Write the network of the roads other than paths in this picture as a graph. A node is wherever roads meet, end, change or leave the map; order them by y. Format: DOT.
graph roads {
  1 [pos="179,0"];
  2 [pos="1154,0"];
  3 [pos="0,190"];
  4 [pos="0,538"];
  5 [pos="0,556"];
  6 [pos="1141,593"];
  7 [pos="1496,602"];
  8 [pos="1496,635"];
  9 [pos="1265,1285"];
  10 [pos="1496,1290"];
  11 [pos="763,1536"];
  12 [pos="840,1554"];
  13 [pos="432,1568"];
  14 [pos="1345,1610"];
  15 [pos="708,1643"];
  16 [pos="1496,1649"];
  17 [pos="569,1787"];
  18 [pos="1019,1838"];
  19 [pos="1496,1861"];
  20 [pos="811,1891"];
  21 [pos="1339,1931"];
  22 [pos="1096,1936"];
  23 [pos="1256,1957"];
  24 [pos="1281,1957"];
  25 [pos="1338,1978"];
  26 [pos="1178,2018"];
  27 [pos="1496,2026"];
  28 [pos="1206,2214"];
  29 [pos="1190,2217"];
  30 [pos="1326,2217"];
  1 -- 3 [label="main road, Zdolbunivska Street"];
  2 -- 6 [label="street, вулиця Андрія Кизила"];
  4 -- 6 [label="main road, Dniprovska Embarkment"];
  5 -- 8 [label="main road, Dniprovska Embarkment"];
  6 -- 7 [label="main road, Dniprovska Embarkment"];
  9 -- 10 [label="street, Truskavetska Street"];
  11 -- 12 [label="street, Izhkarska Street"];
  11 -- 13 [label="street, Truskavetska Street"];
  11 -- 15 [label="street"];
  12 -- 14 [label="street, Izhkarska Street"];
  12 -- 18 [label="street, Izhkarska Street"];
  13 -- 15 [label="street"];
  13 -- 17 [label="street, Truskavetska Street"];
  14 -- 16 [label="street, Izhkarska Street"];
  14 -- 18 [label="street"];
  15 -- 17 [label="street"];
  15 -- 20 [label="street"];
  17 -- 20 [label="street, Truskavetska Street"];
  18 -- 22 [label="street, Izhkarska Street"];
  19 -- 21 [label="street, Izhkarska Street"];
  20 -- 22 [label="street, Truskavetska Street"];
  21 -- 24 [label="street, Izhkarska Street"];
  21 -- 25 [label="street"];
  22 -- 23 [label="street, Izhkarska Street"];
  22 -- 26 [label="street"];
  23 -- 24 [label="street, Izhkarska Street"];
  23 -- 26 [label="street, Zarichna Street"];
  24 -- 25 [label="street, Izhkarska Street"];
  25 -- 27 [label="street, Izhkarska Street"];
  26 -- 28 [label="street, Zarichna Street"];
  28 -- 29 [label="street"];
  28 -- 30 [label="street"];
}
* * *
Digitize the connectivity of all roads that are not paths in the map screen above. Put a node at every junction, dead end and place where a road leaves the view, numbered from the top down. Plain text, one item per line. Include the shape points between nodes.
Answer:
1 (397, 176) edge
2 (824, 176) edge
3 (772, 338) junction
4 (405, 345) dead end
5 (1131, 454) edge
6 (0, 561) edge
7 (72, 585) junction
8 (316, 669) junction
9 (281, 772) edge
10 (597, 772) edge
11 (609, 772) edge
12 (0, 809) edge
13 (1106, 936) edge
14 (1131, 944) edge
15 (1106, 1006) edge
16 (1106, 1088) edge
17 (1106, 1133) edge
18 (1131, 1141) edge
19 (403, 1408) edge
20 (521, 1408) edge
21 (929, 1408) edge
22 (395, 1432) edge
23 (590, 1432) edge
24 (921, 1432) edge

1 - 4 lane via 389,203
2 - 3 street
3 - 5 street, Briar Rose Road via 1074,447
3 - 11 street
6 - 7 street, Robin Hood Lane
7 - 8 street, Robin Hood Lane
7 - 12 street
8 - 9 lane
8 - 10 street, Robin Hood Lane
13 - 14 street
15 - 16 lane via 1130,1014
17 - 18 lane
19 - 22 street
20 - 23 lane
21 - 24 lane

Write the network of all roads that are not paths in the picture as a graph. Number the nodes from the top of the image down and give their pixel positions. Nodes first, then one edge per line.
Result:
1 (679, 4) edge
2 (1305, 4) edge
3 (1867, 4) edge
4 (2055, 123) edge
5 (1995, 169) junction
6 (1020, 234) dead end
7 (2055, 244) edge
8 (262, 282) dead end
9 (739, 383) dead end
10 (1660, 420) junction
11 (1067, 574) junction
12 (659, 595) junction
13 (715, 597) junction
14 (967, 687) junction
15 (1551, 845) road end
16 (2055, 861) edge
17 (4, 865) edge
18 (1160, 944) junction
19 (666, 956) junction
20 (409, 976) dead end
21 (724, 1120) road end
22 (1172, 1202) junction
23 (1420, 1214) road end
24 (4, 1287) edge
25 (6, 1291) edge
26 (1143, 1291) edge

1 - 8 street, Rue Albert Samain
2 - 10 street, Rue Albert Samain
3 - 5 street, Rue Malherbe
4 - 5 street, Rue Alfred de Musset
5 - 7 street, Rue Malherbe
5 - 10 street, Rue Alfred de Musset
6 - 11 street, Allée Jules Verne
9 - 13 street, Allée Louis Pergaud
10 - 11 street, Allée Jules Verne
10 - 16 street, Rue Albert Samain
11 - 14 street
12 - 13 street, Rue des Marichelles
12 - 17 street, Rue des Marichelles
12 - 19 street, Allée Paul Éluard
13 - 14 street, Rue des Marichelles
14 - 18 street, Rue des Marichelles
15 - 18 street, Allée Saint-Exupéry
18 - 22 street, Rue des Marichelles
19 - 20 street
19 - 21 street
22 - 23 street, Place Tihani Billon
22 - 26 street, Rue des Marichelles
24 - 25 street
==
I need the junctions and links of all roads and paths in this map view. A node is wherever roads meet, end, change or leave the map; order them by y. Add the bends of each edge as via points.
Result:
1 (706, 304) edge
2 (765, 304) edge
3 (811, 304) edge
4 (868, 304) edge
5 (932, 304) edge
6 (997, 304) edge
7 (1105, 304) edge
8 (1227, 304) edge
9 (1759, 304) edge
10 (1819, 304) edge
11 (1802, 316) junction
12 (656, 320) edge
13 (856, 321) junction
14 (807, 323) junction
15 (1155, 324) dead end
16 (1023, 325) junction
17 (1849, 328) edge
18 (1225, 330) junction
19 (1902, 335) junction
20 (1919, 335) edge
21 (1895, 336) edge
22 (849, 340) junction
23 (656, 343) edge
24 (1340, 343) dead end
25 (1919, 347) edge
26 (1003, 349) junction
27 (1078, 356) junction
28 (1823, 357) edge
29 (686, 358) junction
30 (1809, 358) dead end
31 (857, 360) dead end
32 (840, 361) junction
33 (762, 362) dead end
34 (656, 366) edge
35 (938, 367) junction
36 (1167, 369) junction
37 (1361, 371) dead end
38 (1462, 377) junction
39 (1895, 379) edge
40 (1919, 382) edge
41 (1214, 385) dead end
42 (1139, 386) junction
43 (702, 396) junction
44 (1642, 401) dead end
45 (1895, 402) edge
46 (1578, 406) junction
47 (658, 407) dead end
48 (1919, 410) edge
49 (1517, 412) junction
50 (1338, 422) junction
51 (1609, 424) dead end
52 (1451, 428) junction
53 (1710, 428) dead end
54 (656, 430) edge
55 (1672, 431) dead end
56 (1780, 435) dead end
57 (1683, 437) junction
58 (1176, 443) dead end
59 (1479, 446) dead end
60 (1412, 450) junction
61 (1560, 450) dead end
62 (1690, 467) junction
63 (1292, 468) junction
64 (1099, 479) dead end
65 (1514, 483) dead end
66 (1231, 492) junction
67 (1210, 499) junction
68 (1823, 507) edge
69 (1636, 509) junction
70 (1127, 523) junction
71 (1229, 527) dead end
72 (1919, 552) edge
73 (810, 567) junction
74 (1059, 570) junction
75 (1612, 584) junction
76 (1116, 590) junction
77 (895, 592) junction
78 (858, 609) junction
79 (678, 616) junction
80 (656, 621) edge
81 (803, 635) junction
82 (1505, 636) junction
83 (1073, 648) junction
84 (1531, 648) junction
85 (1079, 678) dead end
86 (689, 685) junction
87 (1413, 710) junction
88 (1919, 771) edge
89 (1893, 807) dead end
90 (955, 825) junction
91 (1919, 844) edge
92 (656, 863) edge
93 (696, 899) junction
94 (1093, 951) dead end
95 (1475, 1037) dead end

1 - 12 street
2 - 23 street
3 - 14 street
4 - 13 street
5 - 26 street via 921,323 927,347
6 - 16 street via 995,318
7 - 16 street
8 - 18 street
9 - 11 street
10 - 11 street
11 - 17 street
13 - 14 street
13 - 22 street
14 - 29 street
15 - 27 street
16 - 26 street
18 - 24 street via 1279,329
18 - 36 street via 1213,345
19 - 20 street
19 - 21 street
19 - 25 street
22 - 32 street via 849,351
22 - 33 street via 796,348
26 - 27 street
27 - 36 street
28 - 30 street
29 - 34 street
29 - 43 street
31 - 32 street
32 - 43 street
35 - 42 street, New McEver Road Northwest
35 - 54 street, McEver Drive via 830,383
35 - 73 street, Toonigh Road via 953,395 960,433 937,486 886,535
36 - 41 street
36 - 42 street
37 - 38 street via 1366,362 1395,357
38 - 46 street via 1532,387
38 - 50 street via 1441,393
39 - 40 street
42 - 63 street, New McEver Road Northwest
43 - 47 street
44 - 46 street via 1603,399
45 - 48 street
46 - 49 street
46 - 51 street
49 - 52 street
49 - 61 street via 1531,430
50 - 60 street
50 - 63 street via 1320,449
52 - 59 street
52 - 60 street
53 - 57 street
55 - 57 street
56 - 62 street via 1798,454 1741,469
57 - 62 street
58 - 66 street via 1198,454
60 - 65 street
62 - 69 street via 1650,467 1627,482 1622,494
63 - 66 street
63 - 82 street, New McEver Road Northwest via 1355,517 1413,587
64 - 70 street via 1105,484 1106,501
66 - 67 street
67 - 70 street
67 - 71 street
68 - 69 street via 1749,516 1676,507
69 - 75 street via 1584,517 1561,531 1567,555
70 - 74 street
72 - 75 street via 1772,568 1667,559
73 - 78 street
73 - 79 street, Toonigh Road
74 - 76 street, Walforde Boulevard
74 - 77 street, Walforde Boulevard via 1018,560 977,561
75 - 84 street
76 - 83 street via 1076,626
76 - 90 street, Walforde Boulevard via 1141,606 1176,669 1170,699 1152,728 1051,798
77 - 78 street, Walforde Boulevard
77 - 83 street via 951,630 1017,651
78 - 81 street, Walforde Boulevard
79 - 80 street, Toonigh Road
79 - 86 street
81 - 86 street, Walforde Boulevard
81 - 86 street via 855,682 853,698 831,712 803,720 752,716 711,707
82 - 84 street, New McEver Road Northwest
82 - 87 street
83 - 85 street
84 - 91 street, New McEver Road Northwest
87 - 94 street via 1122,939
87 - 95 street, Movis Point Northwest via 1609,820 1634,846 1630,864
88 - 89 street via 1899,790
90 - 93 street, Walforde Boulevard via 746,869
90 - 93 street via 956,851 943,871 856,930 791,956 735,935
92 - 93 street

# YOUR OBJECTIVE
Report each line of the material in which the string "points" occurs.

# REPLY TO THE EXERCISE
Digitize the connectivity of all roads that are not paths in the map screen above. Put a node at every junction, dead end and place where a road leaves the view, numbered from the top down. Plain text, one item per line. Include the shape points between nodes.
I need the junctions and links of all roads and paths in this map view. A node is wherever roads meet, end, change or leave the map; order them by y. Add the bends of each edge as via points.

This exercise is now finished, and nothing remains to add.